Collected data:

──────────────────────────────

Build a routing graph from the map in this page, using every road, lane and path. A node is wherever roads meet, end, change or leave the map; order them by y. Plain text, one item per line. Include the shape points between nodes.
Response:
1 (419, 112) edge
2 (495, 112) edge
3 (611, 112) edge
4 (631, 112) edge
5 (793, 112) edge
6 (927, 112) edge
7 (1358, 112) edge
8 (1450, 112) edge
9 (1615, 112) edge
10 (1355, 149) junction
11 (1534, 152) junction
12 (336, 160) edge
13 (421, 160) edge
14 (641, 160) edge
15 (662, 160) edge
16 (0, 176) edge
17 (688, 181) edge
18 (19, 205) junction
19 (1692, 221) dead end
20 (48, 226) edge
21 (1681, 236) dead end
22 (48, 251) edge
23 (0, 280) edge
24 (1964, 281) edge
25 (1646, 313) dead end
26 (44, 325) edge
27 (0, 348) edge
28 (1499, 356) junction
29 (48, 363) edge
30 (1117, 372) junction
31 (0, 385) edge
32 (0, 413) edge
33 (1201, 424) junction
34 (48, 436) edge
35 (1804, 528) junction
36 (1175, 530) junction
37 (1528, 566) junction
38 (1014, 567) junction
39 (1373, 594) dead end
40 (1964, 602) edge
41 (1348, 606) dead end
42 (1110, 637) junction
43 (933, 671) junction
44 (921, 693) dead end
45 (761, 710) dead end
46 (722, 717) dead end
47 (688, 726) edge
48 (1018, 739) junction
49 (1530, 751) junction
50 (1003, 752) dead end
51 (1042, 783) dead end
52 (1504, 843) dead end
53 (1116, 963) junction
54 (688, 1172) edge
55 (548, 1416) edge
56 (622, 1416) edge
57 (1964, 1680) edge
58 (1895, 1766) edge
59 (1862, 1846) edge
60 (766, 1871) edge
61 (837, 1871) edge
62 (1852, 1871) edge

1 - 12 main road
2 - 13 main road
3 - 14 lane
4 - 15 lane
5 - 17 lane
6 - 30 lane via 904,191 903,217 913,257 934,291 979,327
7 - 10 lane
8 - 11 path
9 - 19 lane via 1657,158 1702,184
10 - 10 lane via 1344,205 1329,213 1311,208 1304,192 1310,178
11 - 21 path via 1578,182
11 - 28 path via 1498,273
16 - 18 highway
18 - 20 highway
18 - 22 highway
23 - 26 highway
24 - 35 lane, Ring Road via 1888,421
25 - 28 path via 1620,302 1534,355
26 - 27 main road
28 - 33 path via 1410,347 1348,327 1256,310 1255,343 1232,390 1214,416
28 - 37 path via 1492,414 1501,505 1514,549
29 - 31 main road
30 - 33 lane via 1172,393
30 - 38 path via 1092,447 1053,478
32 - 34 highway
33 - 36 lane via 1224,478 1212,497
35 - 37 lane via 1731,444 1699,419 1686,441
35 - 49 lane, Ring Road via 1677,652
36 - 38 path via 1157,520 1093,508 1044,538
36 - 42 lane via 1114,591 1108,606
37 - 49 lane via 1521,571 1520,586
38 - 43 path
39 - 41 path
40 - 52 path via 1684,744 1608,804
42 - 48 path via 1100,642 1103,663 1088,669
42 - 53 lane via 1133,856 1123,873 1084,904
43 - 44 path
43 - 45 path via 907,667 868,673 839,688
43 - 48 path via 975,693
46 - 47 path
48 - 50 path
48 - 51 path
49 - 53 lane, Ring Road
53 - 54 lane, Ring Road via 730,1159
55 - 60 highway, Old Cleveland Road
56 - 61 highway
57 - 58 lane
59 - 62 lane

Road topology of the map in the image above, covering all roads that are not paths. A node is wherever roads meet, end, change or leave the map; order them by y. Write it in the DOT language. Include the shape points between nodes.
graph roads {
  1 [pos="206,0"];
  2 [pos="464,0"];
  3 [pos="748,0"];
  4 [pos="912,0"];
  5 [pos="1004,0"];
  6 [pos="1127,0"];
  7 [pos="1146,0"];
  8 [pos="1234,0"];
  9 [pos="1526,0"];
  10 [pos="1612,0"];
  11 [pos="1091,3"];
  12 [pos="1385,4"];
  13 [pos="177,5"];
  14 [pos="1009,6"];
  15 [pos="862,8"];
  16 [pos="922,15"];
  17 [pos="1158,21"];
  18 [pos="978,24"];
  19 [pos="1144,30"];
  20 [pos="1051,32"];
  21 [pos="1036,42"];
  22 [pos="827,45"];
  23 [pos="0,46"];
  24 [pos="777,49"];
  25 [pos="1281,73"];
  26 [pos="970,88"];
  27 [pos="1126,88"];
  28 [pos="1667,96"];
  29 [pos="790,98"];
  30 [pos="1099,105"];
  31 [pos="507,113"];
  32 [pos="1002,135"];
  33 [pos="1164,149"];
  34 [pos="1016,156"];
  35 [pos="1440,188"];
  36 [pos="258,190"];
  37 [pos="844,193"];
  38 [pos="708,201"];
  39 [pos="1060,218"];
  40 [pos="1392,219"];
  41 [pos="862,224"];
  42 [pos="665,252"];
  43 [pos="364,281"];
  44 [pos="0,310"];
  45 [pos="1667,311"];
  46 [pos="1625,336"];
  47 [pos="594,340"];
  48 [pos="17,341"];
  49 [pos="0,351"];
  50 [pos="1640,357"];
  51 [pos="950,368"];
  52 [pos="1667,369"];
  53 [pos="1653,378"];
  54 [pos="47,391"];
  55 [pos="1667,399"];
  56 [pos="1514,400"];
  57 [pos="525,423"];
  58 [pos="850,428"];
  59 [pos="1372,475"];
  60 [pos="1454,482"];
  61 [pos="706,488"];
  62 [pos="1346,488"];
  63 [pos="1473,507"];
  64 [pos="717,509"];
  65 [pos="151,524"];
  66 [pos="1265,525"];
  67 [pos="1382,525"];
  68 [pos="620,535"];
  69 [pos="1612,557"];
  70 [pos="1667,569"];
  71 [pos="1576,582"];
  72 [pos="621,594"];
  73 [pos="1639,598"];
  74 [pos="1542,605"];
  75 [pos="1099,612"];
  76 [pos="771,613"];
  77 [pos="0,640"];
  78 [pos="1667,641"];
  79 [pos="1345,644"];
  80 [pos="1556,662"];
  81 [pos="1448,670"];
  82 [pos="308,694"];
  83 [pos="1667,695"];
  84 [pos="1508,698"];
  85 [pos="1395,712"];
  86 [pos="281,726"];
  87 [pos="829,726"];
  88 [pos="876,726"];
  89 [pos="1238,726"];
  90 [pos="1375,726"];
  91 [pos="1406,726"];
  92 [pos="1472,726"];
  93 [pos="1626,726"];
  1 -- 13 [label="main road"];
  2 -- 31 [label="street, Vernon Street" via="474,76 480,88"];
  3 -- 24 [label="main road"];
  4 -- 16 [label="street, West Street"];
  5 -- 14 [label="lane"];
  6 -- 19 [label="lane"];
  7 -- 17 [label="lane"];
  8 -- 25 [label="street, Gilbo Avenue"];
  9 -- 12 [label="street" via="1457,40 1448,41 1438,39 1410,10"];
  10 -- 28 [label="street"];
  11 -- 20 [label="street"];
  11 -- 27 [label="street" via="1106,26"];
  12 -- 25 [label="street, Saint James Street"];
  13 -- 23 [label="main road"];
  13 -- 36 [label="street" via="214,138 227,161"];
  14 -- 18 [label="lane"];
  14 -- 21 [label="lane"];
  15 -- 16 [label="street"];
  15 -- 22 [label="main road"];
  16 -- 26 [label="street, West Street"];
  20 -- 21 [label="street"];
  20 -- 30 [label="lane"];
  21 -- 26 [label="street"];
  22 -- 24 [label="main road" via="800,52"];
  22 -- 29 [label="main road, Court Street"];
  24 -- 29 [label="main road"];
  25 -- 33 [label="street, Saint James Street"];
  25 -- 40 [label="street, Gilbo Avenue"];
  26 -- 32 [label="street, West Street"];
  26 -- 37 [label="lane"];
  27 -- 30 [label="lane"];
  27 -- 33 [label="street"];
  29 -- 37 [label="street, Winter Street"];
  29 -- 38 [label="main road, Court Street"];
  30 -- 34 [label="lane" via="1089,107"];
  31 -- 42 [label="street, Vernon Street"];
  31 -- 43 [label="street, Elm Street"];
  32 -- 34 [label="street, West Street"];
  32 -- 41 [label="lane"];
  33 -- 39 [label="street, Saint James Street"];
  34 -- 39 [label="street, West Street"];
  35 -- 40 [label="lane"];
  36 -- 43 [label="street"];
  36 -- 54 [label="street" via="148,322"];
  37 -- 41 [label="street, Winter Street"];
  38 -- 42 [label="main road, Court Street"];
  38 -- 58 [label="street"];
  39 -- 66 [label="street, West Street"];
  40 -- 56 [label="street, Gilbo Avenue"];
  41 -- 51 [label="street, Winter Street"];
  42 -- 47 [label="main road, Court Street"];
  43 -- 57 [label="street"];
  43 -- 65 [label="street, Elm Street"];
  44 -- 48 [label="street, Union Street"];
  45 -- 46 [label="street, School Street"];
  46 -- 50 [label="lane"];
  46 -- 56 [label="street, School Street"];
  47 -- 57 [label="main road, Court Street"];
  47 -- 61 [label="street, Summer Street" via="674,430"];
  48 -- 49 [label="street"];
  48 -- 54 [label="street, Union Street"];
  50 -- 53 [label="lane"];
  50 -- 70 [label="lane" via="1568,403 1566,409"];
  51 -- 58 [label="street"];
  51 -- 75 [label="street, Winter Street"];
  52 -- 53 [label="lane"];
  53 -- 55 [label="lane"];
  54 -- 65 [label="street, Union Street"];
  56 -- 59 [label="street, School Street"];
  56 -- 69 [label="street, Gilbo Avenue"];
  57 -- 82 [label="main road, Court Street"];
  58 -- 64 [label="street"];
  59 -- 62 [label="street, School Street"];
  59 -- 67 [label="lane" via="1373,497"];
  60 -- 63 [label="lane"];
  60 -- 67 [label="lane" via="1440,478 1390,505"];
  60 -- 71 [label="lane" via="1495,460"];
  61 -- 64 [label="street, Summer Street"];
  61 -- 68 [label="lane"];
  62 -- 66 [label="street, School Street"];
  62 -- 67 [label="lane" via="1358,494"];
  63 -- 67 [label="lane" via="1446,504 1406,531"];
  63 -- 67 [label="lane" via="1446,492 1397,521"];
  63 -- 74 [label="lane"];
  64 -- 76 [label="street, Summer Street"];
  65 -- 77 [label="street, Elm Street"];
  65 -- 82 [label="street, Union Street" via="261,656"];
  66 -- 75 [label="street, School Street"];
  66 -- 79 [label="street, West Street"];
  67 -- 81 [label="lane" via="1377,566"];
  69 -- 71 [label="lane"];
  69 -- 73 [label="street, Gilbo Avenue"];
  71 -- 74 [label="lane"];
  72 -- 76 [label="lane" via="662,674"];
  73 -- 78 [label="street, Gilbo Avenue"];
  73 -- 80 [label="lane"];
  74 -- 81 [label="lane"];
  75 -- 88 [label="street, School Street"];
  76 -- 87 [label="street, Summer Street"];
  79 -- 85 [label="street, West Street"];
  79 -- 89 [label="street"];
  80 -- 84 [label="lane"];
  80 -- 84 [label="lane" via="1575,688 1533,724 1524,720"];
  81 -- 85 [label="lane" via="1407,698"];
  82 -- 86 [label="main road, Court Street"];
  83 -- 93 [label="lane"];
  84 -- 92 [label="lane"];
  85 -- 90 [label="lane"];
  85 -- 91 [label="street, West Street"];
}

──────────────────────────────

WORK REQUEST: Pull out every line of the records that includes the string "James".

RESPONSE TO THE TASK:
  12 -- 25 [label="street, Saint James Street"];
  25 -- 33 [label="street, Saint James Street"];
  33 -- 39 [label="street, Saint James Street"];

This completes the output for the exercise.